Vatican City - A scandal in Italy's Catholic Church has morphed into a tale of Vatican intrigue complete with forged documents, reports of dueling cardinals and a papal admonishment Tuesday to put the matter to rest.
The scandal erupted in August, when the newspaper Il Giornale reported that it had court documents showing the editor of the newspaper of the Italian Bishops' Conference had paid to settle charges that he harassed the wife of a man he was romantically pursuing.
The revelations were initially seen as retribution by Il Giornale, which is owned by Premier Silvio Berlusconi's brother, against the bishops' newspaper, Avvenire. The Catholic paper had harshly criticized the premier and demanded he answer questions about his purported liaisons with younger women.
Il Giornale accused Avvenire editor Dino Boffo of hypocrisy, saying the journalist had been fined in a plea-bargain several years ago for making harassing calls to the man's wife.
Prosecutors say Boffo made the calls, but have denied the case involved a gay angle. Boffo acknowledged being fined in the case but said someone else had used his cell phone to make the calls. Amid the fallout, he resigned from Avvenire in September, saying he wanted to spare his family and the church further humiliation.
Three months later, Il Giornale's editor Vittorio Feltri - who had penned the initial articles - admitted the document implying Boffo is gay was falsified, and apologized in a front-page letter.
The scandal resurfaced last week when Feltri said the document in question had been given to him by an "institutional" church official whom he trusted.
Some Italian media suggested that the editor of the Vatican newspaper L'Osservatore Romano, essentially the pope's mouthpiece, was involved. Others suggested the Vatican No. 2, Cardinal Tarcisio Bertone, was behind it.
There have been long-running reports in the Italian media of battles between Bertone and the leadership of the Italian Bishops' Conference, particularly its previous head Cardinal Camillo Ruini. Italian news reports have said Bertone sought to wrest dealings with the Italian government away from the bishops' conference and had vetoed candidates for the conference leadership who he deemed were too powerful.
Italian newspapers routinely publish unsourced stories about machinations in the Vatican. Rarely, though, do such reports elicit thorough and high-ranking denials.
On Tuesday, however, Bertone issued a statement saying that reports of Vatican involvement were false and that Pope Benedict XVI himself "deplored these unjust and insulting attacks" that were "defaming the Holy See."
L'Osservatore Romano ran the statement on its front page with a note saying Benedict had approved the text and ordered it published.
The statement - unusual in its line-by-line denial of unsourced rumors - was confirmation that the case had reached the highest echelons of power in the Vatican's Apostolic Palace, making clear that the pope had become personally involved.

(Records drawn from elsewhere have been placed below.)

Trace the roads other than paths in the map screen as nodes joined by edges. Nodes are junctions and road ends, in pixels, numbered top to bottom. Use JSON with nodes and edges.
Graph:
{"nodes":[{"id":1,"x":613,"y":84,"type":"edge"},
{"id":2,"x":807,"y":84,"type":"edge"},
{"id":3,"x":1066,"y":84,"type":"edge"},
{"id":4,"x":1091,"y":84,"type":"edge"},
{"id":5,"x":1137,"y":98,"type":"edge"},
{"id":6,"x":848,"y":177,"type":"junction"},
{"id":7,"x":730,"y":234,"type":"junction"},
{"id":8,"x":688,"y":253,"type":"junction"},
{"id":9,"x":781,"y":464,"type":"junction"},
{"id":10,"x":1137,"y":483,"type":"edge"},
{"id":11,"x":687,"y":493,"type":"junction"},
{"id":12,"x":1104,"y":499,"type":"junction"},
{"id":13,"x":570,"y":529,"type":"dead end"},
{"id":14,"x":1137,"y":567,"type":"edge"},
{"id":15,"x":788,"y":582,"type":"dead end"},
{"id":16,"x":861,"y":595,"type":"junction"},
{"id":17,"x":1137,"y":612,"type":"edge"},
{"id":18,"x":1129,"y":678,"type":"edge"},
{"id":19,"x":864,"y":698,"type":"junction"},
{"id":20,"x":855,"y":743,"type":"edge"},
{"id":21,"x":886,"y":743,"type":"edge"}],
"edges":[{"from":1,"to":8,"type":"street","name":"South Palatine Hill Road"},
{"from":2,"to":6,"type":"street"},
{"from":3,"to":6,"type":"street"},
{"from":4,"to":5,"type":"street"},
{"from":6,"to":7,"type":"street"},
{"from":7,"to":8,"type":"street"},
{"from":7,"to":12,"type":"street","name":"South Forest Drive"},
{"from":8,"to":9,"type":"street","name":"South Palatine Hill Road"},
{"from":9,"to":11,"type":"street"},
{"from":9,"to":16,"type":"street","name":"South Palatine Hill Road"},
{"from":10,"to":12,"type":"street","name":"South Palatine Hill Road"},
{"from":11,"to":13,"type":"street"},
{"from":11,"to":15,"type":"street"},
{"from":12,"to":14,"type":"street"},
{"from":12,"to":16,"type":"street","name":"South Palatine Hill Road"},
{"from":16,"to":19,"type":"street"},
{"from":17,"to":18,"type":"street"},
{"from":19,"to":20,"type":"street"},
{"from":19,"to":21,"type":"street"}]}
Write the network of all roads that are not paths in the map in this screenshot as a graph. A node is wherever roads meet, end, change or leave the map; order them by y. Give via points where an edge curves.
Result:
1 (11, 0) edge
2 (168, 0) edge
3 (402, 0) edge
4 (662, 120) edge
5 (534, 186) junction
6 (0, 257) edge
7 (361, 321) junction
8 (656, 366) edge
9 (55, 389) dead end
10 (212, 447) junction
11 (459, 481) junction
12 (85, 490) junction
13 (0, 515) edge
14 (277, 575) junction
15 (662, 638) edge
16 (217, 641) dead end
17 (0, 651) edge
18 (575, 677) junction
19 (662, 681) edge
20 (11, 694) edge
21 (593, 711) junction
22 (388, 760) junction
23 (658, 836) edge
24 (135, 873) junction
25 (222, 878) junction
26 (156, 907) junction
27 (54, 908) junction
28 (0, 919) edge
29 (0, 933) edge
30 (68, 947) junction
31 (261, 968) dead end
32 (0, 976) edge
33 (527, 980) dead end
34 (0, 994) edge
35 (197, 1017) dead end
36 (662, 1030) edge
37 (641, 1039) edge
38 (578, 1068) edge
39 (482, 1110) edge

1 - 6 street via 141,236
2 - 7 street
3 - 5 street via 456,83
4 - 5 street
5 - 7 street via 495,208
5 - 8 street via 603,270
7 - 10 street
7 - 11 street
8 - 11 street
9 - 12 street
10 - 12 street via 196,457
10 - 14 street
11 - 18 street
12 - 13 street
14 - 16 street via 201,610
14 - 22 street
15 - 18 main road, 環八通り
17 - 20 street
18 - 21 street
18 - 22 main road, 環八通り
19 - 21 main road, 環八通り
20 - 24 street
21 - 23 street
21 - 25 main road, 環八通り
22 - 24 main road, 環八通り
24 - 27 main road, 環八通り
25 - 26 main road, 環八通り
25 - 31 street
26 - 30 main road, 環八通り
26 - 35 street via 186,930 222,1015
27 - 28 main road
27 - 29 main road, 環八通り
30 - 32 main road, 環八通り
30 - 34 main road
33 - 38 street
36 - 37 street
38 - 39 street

"The Holy Father Benedict XVI, who has been kept constantly informed, deplores these unjust and injurious attacks, renews his complete faith in his collaborators, and prays that those who truly have the good of the Church to heart may work with all means to ensure that truth and justice triumph," the statement said.
Feltri, for his part, denied he had ever met Bertone or L'Osservatore's editor, Giovanni Maria Vian, much less obtained documents from them.